● **EXERCISE OBJECTIVE**:
Copy each line of the records that contains the word "Francesco".
═══ INPUT
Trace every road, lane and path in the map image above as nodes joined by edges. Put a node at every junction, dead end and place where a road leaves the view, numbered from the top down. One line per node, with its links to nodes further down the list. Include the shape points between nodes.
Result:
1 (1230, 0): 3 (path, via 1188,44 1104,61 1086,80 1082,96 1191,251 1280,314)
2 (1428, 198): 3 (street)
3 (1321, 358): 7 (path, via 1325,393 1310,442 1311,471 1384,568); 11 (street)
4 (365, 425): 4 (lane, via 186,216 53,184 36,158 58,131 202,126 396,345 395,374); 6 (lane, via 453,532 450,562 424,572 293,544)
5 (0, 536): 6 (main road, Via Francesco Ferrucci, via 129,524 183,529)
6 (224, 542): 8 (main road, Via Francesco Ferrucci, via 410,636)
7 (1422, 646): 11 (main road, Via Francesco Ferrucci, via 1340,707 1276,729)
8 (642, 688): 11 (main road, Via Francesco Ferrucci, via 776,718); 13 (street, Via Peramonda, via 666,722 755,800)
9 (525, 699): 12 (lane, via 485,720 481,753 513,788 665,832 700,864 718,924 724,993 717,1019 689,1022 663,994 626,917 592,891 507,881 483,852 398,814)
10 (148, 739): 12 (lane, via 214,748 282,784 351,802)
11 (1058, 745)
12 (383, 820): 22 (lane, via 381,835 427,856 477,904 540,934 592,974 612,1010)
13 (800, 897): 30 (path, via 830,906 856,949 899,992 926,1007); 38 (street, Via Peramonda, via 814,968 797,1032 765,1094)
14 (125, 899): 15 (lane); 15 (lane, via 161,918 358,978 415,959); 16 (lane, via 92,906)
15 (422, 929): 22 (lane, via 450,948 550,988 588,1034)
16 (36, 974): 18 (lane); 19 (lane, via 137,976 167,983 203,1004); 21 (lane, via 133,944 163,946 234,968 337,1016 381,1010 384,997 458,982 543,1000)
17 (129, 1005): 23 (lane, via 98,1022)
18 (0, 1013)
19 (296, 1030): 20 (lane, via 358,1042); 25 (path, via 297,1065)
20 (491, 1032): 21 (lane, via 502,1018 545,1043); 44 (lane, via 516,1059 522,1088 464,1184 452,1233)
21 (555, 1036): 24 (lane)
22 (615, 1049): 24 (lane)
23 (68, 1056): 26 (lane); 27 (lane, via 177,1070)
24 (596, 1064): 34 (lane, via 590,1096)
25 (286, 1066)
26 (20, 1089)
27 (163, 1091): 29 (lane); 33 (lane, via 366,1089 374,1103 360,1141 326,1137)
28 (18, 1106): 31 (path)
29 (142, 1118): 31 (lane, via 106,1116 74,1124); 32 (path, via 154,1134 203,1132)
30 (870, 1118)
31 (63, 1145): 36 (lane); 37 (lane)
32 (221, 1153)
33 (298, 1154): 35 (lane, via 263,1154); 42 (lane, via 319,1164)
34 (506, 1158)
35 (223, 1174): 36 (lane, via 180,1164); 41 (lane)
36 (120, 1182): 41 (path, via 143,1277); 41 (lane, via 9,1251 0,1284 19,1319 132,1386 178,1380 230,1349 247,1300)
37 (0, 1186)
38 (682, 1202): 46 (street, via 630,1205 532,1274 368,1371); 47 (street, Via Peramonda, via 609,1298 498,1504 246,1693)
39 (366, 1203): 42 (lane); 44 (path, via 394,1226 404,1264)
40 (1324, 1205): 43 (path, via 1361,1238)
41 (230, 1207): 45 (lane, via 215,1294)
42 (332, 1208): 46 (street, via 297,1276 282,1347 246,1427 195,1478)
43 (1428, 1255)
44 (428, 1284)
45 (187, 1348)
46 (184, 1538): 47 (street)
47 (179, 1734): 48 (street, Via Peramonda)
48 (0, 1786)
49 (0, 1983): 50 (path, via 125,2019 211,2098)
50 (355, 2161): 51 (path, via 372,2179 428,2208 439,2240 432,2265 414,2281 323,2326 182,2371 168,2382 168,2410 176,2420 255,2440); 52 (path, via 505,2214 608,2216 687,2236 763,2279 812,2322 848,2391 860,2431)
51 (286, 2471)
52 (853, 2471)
══════
● **REPLY**:
5 (0, 536): 6 (main road, Via Francesco Ferrucci, via 129,524 183,529)
6 (224, 542): 8 (main road, Via Francesco Ferrucci, via 410,636)
7 (1422, 646): 11 (main road, Via Francesco Ferrucci, via 1340,707 1276,729)
8 (642, 688): 11 (main road, Via Francesco Ferrucci, via 776,718); 13 (street, Via Peramonda, via 666,722 755,800)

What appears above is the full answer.